Salmond has been quick to point out that this is an old Tory trick, promised by Sir Alex Douglas-Home a long time ago in the lead up to the 70s devolution referendum.

Without specifics it leaves Salmond facing an easy media goal this afternoon. But as the game is played out this "offer" of Cameron's may become more significant. Of course, it is not Cameron's offer at all, but that of George Osborne, the strategist who knows the Tories can't go into this referendum campaign simply saying No.

But back to the speech, which will be on the Downing Street website. It was far from the "threadbare" reasons for the UK that the SNP described it as.

Cameron began with humble pie, went on to condemn the Clearances (go tell 'em on Jura I whispered where his father-in-law has more deer than people on the island), and made the case for a fairer Britain.

There was a call to Labour arms - for Gordon Brown ,Alistair Darling, and John Reid to add their voices to the UK campaign - that didn't go unnoticed.

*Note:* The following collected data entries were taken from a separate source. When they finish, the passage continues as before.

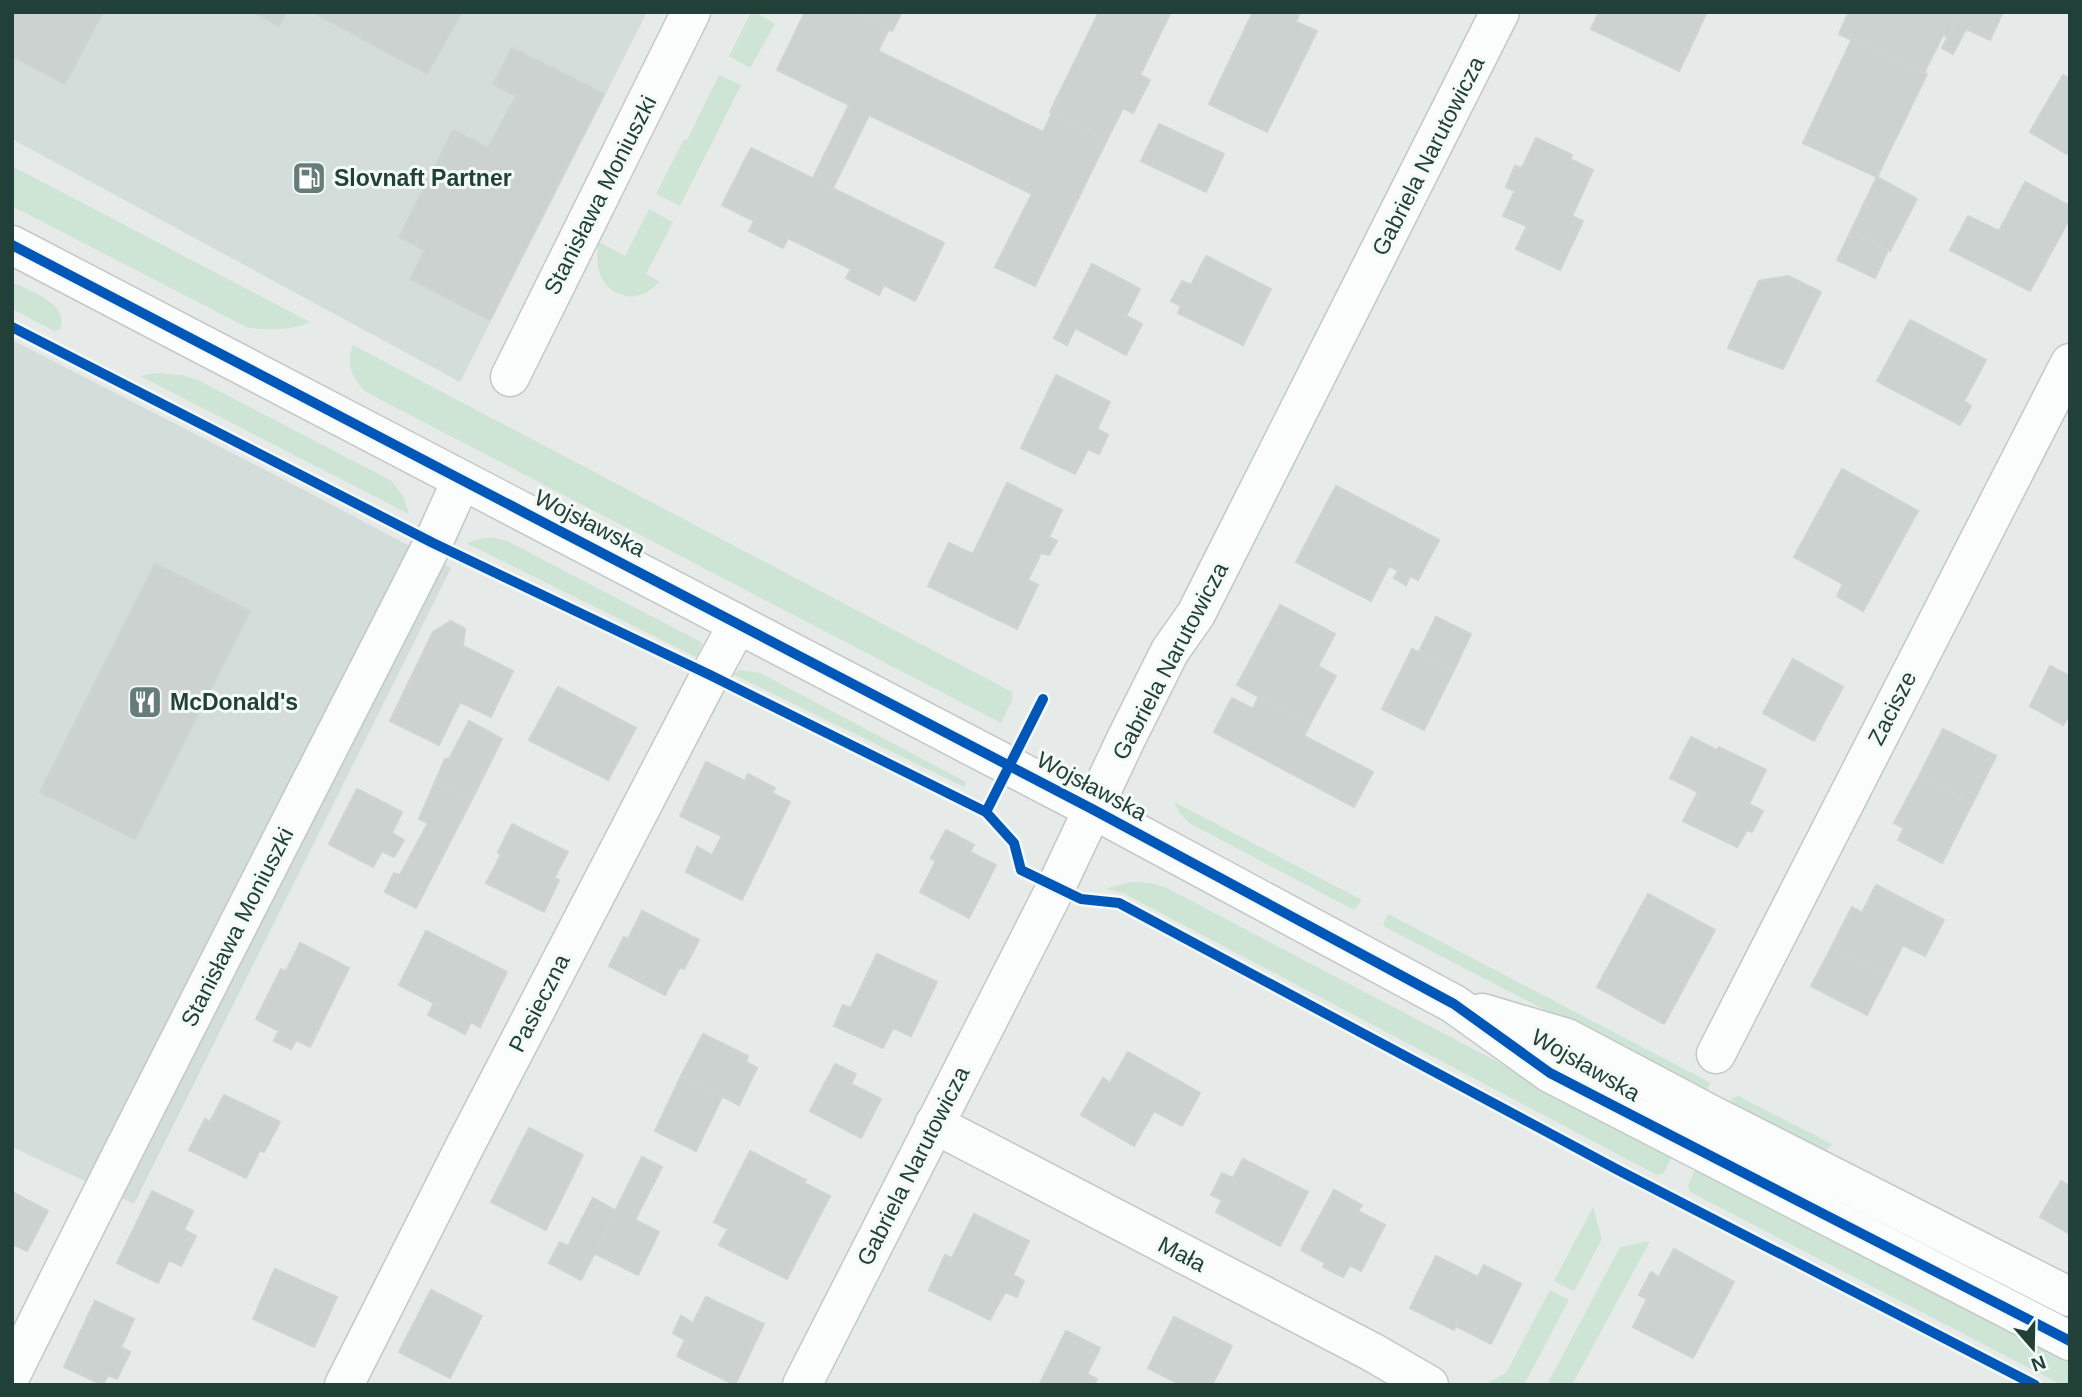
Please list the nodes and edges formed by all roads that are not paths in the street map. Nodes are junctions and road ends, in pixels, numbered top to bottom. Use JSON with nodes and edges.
{"nodes":[{"id":1,"x":691,"y":12,"type":"edge"},
{"id":2,"x":1500,"y":12,"type":"edge"},
{"id":3,"x":12,"y":245,"type":"edge"},
{"id":4,"x":2070,"y":363,"type":"edge"},
{"id":5,"x":509,"y":377,"type":"dead end"},
{"id":6,"x":461,"y":481,"type":"junction"},
{"id":7,"x":738,"y":624,"type":"junction"},
{"id":8,"x":1094,"y":810,"type":"junction"},
{"id":9,"x":1454,"y":1004,"type":"junction"},
{"id":10,"x":1716,"y":1054,"type":"dead end"},
{"id":11,"x":934,"y":1124,"type":"junction"},
{"id":12,"x":2070,"y":1297,"type":"edge"},
{"id":13,"x":2070,"y":1341,"type":"edge"},
{"id":14,"x":12,"y":1373,"type":"edge"},
{"id":15,"x":344,"y":1385,"type":"edge"},
{"id":16,"x":802,"y":1385,"type":"edge"},
{"id":17,"x":1429,"y":1385,"type":"edge"}],
"edges":[{"from":1,"to":5,"type":"street","name":"Stanisława Moniuszki"},
{"from":2,"to":8,"type":"street","name":"Gabriela Narutowicza"},
{"from":3,"to":6,"type":"street","name":"Wojsławska"},
{"from":4,"to":10,"type":"street","name":"Zacisze"},
{"from":6,"to":7,"type":"street","name":"Wojsławska"},
{"from":6,"to":14,"type":"street","name":"Stanisława Moniuszki"},
{"from":7,"to":8,"type":"street","name":"Wojsławska"},
{"from":7,"to":15,"type":"street","name":"Pasieczna"},
{"from":8,"to":9,"type":"street","name":"Wojsławska"},
{"from":8,"to":11,"type":"street","name":"Gabriela Narutowicza"},
{"from":9,"to":12,"type":"street","name":"Wojsławska"},
{"from":9,"to":13,"type":"street","name":"Wojsławska"},
{"from":11,"to":16,"type":"street","name":"Gabriela Narutowicza"},
{"from":11,"to":17,"type":"street","name":"Mała"}]}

Strange to hear the case for social justice across the whole UK best articulated in Scotland by a Conservative Prime Minister. While the speech was good (hats off the former Guardian scribe turned Downing Street scriptwriter Julian Glover we're told) the human deliver mechanism - an Eton-educated, Conservative - might not be the best for Scottish ears.

Cameron acknowledged that in questioning, but his defence was that this, the Union, is what he believes in. With that vague vow on more powers Cameron may have slipped, or stepped on his partner's toe - the airwaves jury will decide. But, once again, Cameron shows he's not afraid to take the lead in this dance.